Liberto Beltrán

Personal information
- Full name: Liberto Luis Beltrán Martínez
- Date of birth: 26 December 1996 (age 29)
- Place of birth: Castellón de la Plana, Spain
- Height: 1.82 m (5 ft 11+1⁄2 in)
- Position: Winger

Youth career
- Castellón
- 2014–2015: → Elche (loan)

Senior career*
- Years: Team / Apps / (Gls)
- 2014–2015: Castellón / 0 / (0)
- 2014–2015: → Elche B (loan) / 17 / (4)
- 2015–2016: Elche B / 12 / (2)
- 2015–2017: Elche / 21 / (0)
- 2016: → Alcoyano (loan) / 17 / (5)
- 2017–2020: Betis B / 16 / (2)
- 2018–2019: → Cultural Leonesa (loan) / 15 / (1)
- 2019–2020: → Lleida Esportiu (loan) / 22 / (2)
- 2020–2021: Albacete / 8 / (1)
- 2021: → UCAM Murcia (loan) / 14 / (2)
- 2021–2022: UCAM Murcia / 34 / (1)
- 2022: AD Ceuta / 17 / (1)
- 2023: Alcoyano / 17 / (2)
- 2024: Tarazona / 19 / (3)
- 2024–2025: Mérida / 33 / (13)
- 2025–2026: Huesca / 26 / (2)

= Liberto Beltrán =

Spanish footballer (born 1996)

Liberto Luis Beltrán Martínez (born 26 December 1996), sometimes known as just Liberto, is a Spanish footballer who plays mainly as a left winger.

==Club career==
Born in Castellón de la Plana, Valencian Community, Liberto started his career at CD Castellón's youth setup. On 9 July 2014, still a youth, he was loaned to Elche CF for one year; initially assigned to the Juvenil squad, he made his senior debuts with the reserves in Segunda División B.

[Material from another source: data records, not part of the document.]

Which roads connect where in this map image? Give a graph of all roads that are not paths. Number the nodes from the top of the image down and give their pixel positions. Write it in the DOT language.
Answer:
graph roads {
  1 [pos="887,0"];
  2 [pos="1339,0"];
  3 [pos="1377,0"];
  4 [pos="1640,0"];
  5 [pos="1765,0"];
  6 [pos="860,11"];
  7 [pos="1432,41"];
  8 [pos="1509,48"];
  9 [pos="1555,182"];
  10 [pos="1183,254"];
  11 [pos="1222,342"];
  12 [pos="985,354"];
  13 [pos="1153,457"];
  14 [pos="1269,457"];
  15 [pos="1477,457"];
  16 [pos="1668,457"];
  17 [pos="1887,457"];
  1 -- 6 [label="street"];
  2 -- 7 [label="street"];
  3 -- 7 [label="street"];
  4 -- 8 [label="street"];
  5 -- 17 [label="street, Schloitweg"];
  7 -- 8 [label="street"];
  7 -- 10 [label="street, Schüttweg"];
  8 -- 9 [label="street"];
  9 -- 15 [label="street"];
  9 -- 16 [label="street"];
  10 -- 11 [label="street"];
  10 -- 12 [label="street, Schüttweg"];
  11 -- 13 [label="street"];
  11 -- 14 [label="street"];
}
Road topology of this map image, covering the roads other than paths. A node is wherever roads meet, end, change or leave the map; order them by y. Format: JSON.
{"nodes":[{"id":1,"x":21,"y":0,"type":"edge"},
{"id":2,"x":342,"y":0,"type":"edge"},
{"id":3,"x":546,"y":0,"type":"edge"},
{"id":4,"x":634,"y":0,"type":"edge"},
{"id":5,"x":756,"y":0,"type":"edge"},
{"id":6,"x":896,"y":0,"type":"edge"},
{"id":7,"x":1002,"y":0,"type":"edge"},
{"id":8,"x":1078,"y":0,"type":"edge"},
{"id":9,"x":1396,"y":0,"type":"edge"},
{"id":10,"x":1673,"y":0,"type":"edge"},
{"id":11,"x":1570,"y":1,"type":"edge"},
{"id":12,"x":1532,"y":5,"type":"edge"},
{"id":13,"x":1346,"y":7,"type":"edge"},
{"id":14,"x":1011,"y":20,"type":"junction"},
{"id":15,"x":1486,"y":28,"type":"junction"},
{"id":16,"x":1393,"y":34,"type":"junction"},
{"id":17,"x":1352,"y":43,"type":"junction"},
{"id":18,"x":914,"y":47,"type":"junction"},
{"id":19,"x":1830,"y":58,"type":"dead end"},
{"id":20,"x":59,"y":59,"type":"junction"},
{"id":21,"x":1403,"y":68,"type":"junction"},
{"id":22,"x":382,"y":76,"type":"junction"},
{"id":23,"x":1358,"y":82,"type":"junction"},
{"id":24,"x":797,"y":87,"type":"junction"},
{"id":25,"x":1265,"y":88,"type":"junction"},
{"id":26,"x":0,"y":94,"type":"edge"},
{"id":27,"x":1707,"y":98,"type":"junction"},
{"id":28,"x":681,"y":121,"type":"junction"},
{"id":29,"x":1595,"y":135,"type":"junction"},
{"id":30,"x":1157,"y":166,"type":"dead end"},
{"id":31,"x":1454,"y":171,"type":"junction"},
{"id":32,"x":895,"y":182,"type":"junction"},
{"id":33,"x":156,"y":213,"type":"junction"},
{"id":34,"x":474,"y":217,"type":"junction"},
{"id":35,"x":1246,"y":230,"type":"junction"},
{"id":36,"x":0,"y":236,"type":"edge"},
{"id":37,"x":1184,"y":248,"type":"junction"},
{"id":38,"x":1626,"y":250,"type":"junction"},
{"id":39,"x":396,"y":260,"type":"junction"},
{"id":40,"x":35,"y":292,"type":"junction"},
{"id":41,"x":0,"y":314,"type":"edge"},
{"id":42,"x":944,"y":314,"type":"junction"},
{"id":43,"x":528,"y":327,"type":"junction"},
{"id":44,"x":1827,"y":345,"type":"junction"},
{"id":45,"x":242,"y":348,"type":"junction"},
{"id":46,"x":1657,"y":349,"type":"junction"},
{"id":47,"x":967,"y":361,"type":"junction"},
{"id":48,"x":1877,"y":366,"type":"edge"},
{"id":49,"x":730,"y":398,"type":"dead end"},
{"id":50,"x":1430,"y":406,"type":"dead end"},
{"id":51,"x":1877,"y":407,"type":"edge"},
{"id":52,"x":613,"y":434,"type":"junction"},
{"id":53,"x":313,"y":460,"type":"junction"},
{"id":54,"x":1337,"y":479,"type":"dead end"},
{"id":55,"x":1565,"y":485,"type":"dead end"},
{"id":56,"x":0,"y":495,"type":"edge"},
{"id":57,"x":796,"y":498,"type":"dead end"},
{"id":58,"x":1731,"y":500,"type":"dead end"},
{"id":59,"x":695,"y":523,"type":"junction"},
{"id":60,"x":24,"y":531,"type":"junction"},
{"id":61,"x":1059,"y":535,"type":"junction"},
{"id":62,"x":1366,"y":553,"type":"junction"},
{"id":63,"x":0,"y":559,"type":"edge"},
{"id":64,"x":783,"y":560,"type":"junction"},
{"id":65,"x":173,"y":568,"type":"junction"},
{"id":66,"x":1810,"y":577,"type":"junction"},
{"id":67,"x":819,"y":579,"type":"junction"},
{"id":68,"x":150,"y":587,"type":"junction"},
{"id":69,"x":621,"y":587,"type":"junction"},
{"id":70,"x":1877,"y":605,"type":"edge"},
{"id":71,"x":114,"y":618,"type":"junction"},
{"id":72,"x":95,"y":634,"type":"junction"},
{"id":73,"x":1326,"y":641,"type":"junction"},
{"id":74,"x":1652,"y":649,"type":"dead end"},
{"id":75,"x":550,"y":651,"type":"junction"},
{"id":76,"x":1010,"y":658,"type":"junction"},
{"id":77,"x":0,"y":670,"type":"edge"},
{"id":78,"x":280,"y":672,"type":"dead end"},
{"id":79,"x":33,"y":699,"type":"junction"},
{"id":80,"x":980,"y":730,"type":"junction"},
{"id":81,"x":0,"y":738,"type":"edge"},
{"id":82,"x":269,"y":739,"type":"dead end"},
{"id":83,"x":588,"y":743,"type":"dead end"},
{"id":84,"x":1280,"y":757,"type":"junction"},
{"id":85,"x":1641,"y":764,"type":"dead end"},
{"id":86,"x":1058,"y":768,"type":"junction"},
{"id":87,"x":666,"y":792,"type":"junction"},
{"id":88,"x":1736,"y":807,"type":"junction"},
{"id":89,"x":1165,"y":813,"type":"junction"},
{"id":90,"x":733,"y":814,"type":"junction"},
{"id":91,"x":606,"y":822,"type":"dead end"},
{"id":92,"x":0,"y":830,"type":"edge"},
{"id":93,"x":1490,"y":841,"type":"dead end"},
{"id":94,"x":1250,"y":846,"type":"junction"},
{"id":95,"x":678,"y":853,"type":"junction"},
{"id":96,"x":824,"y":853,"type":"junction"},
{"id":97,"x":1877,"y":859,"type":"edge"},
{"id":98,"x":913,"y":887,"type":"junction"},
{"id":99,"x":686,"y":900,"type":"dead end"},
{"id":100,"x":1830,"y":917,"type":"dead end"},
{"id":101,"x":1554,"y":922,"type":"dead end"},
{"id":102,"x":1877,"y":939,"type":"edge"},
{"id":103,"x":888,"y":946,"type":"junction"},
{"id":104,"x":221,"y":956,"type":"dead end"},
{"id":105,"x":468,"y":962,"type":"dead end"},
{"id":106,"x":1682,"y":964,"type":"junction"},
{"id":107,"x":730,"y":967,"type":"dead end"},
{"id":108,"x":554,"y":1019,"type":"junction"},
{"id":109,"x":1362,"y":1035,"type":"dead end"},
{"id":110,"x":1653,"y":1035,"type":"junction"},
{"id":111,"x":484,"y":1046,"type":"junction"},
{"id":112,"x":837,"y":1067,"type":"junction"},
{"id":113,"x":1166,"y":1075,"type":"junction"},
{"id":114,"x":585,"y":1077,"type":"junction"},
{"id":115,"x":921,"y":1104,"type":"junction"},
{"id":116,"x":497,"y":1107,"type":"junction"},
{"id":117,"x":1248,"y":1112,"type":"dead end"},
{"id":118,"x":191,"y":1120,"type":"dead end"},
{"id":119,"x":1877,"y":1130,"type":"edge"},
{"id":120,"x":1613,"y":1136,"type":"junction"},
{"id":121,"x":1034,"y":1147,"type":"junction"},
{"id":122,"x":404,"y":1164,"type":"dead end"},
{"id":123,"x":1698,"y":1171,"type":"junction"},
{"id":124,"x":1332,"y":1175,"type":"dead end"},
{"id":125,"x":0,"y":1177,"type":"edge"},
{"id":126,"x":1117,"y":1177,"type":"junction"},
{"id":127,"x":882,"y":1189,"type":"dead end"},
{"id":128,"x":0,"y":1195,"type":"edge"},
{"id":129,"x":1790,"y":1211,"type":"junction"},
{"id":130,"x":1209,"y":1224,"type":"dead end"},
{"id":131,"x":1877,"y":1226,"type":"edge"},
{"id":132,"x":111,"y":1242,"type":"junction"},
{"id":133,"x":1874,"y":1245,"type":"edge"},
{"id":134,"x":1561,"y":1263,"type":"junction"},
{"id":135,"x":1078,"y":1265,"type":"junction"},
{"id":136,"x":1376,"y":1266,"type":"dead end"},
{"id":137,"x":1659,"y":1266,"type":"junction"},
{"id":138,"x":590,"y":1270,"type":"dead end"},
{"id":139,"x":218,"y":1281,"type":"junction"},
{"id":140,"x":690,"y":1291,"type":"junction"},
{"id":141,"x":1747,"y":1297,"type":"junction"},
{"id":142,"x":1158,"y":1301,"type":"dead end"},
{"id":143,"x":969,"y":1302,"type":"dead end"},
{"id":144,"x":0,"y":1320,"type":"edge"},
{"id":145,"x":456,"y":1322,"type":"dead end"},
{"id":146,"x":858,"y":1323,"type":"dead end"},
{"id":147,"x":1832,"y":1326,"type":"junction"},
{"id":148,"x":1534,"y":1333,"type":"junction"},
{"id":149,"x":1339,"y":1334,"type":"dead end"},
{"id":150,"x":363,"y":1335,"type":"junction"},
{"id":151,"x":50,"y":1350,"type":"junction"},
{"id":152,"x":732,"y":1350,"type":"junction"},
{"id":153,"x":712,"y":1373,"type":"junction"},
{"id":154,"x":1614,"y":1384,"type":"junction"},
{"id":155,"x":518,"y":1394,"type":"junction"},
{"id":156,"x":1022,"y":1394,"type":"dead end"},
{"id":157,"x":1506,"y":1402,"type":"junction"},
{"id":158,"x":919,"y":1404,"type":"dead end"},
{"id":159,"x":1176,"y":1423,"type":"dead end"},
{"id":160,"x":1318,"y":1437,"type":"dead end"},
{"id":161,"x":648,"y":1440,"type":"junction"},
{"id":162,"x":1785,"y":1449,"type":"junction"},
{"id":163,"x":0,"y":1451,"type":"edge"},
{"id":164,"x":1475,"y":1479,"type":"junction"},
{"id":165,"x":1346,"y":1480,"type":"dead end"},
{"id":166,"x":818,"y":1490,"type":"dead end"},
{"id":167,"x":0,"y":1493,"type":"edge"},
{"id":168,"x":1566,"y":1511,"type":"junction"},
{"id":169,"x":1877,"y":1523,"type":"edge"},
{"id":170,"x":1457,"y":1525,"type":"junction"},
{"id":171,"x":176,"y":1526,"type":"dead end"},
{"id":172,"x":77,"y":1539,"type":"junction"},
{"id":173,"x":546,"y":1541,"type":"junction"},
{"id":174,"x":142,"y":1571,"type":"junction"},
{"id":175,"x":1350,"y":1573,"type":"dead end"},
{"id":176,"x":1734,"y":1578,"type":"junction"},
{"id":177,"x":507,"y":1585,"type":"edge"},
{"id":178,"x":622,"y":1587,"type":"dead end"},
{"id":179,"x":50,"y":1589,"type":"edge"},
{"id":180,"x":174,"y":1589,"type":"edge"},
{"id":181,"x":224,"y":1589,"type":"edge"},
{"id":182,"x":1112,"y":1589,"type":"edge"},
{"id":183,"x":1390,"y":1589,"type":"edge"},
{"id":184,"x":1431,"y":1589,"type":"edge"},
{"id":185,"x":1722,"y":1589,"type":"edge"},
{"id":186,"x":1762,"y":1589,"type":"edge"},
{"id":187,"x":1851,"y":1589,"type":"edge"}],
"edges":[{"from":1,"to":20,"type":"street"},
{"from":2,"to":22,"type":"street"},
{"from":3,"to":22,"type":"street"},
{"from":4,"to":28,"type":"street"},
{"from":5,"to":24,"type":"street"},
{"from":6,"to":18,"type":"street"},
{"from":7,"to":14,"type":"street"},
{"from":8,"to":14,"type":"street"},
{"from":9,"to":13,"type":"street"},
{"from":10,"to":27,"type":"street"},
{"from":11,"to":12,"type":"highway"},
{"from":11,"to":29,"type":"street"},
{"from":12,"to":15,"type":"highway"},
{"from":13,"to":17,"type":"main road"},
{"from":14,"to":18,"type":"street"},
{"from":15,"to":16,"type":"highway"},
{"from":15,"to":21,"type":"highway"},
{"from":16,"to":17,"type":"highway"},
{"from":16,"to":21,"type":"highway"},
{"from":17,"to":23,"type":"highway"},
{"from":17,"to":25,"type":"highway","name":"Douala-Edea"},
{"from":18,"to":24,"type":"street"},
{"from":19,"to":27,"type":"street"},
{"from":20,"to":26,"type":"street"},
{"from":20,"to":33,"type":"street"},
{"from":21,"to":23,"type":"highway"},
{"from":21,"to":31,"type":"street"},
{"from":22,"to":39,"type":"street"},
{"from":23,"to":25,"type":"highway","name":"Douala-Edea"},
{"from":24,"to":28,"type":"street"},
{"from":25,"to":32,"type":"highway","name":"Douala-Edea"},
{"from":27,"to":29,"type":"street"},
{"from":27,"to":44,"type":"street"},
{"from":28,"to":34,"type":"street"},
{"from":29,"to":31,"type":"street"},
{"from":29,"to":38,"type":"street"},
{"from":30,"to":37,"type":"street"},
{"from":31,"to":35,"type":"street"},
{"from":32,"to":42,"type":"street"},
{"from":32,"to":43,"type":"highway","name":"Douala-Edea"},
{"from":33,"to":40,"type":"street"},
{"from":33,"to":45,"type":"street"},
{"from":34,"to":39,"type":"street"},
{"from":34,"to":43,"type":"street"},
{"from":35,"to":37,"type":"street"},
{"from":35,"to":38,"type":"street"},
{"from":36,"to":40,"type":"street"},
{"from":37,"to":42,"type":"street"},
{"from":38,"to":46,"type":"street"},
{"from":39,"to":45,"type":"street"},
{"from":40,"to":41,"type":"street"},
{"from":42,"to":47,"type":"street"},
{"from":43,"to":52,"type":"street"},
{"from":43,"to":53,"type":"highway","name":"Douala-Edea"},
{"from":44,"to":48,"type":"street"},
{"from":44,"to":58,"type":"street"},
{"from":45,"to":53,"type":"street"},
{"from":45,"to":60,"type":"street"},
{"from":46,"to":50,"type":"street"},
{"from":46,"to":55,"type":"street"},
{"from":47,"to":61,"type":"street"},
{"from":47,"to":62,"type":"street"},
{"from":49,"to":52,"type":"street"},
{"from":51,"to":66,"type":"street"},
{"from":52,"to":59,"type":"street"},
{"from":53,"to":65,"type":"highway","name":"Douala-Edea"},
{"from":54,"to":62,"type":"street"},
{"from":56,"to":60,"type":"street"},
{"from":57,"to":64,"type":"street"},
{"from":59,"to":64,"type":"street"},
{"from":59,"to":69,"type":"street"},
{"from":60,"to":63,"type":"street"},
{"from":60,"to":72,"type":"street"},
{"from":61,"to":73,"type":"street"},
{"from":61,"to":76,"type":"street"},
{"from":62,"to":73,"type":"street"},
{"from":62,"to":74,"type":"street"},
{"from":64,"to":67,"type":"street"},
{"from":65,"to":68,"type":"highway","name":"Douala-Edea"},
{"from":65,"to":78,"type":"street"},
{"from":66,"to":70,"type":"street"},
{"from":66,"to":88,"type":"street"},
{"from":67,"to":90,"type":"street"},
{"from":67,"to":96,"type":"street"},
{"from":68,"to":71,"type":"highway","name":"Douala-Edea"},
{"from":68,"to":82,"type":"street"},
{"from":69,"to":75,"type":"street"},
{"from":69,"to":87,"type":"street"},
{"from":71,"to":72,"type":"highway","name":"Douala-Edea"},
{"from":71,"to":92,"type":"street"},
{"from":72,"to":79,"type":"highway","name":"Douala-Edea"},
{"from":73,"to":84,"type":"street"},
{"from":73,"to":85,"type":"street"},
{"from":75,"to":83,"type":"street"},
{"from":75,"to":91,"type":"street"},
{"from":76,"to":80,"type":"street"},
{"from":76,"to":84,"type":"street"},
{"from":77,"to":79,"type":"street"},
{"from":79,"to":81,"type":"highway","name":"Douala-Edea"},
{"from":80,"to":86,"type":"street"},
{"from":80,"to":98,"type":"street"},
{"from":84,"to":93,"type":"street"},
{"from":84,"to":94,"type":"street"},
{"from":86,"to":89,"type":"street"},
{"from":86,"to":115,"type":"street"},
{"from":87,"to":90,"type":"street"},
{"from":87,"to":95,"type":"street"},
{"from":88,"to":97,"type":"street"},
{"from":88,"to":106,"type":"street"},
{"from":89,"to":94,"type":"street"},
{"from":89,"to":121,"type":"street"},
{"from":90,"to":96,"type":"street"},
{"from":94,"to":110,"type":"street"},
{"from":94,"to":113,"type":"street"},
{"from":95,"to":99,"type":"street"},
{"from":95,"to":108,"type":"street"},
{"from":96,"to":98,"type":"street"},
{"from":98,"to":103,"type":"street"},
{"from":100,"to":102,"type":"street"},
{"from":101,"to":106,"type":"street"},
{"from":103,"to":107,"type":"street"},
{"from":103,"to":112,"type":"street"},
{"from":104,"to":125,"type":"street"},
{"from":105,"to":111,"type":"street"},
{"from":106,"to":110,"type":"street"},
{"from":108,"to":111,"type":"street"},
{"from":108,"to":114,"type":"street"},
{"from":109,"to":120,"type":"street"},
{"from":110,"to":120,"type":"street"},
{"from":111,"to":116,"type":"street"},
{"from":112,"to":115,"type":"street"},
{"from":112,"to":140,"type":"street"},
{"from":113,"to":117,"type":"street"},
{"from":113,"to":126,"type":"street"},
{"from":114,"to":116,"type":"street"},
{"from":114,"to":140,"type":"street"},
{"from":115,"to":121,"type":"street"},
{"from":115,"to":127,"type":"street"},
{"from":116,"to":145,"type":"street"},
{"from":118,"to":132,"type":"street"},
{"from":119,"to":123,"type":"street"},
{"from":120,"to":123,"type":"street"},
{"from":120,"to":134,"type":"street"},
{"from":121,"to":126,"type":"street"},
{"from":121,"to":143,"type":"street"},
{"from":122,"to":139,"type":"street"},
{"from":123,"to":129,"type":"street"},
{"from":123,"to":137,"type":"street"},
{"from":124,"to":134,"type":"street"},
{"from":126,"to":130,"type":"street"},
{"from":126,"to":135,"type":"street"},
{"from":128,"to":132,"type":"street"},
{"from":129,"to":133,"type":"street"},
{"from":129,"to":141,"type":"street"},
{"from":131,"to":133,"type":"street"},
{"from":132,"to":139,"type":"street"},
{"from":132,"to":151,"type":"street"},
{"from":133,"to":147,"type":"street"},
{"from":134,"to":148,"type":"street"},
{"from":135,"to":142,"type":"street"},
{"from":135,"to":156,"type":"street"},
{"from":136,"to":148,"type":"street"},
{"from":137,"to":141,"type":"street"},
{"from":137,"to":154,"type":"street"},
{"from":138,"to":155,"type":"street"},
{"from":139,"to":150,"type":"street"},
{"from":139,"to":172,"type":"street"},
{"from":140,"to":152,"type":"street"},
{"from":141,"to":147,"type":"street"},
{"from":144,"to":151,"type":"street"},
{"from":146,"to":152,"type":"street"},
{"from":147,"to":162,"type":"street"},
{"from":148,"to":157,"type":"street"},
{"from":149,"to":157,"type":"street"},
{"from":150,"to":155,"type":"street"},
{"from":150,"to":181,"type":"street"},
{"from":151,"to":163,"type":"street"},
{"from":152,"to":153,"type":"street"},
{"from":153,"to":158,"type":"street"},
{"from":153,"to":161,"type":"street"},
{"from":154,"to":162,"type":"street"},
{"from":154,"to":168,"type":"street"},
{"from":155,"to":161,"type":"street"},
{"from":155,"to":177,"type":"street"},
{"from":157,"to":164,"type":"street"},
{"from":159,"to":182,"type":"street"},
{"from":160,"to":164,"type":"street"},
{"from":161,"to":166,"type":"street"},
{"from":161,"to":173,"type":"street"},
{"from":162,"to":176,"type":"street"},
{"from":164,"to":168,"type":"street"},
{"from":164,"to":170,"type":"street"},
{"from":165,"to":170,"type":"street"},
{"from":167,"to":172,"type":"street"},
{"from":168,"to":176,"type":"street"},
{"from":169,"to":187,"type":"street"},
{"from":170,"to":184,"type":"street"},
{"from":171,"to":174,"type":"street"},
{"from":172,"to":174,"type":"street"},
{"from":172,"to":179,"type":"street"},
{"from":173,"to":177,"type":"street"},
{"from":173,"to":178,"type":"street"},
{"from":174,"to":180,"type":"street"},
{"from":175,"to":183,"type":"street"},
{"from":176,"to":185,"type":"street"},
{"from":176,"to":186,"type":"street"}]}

In July 2015 Liberto left Castellón, and subsequently returned to Elche. On 9 September he made his professional debut, starting and scoring his team's third in a 3–3 Copa del Rey away draw against UD Almería (3–4 loss on penalties).

On 14 January 2016, Liberto was loaned to CD Alcoyano in the third tier. Upon returning, he featured more regularly, and was definitely promoted to the main squad on 31 January 2017, being assigned the number 12 jersey.

On 29 August 2017, after Elche's relegation, Liberto moved to another reserve team, Betis Deportivo Balompié in the third division. Roughly one year later, he moved to fellow league team Cultural y Deportiva Leonesa on a one-year loan deal.

On 18 August 2020, after spending the previous campaign on loan at third division side Lleida Esportiu, Liberto moved to Albacete Balompié in the second level on a three-year contract. The following 22 January, after being sparingly used, he was loaned to UCAM Murcia CF for the remainder of the season.

On 7 July 2021, Liberto signed a permanent deal with UCAM, with the side now in Primera División RFEF. He continued to feature in that division in the following years, representing AD Ceuta FC, Alcoyano, SD Tarazona and Mérida AD; with the latter, he scored a career-best 13 goals as they missed out promotion in the play-offs.

On 3 July 2025, Liberto returned to the second division after signing a two-year deal with SD Huesca.